Well, a lot more investors are getting in – in a major way – though this is a difficult space to read right now.  On one hand, extreme funding is happening around Rdio, Spotify, X5, and Pandora, and lots of fresh cash is coming in.  On the other hand, major segments of the investment community have sworn off the sector, based on the quagmire we know all too well.  “No one gets out of this space alive,” one burnt VC recently told Digital Music News.

So what’s going on?  It seems confusing on the surface, though outside of a few gargantuan funding rounds, the environment remains cautious.  “Money is coming off of the sidelines, and 2009 may have been the bottom,” explained John Boyle, CEO of the BAM Group recently at Digital Music Forum East (Boyle just exited Hello Music).  “But valuations are lower, return expectations are lower, and bets are more diversified.”
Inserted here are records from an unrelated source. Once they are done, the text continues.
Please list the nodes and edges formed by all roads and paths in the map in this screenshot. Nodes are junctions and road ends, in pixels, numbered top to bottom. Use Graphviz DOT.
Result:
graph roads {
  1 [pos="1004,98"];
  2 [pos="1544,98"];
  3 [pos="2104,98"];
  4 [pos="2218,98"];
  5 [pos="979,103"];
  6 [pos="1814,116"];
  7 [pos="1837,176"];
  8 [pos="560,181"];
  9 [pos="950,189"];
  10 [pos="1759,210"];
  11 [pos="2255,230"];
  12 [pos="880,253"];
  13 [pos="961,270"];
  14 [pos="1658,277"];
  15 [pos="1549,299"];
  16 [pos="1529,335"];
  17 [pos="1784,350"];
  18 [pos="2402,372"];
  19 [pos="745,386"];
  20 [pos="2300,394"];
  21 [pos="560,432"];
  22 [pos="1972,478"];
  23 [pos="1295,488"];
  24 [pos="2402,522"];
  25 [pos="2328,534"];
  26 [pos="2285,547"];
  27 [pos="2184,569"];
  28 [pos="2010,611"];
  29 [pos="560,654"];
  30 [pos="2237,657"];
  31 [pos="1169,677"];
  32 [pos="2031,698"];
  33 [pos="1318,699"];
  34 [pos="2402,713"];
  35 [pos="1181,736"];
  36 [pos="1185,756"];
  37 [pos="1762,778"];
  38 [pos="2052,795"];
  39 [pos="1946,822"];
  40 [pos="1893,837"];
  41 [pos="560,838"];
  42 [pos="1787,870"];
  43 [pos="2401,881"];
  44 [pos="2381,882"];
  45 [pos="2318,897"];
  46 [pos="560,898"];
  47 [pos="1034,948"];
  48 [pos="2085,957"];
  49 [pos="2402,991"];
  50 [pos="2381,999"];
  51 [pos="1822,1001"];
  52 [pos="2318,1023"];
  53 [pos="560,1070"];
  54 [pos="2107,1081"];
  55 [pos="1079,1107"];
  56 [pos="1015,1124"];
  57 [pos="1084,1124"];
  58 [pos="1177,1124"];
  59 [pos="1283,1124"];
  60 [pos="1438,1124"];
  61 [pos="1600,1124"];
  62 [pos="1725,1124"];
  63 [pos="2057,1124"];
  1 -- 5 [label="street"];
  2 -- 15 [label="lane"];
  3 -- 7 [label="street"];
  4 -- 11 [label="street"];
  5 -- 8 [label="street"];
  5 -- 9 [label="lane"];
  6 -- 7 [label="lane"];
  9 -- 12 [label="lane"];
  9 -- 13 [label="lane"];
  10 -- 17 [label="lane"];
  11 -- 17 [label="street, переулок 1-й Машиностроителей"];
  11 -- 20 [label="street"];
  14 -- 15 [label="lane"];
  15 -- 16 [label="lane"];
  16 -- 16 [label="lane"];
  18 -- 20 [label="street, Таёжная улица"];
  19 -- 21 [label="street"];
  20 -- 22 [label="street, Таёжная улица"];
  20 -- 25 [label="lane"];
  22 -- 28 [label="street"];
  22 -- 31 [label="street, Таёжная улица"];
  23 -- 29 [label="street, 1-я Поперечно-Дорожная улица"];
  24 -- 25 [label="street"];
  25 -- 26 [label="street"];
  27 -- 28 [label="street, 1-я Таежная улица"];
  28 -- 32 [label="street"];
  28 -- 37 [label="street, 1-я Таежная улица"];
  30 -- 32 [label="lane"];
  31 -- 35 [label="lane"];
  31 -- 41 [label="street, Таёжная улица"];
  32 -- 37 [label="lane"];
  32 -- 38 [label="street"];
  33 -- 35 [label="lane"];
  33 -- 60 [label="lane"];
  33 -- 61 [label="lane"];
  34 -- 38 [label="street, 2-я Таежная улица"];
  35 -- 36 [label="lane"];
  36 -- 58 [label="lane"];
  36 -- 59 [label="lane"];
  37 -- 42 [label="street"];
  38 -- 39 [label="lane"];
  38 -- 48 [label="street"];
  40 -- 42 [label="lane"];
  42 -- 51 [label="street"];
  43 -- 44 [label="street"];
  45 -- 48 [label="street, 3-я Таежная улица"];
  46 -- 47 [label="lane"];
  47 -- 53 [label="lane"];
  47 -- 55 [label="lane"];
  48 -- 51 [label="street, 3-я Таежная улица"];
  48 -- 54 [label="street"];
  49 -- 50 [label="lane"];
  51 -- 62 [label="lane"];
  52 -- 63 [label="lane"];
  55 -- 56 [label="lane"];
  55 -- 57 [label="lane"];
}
But what about the burned investors of yore, the ones crushed by licensing and freebie-loving music fans?  Oh, they still exist, and some are creeping back in.

That is, with appropriate levels of fear and trepidation.  Just ask Tony Conrad of True Ventures, whose portfolio now includes Bandcamp.  “There are certain spaces where we’re not as excited, like music,” Conrad recently told TechCrunch.  “A lot of us were part of the first wave, [and] music’s a little like Vietnam… I’m not sure I want to go back in.”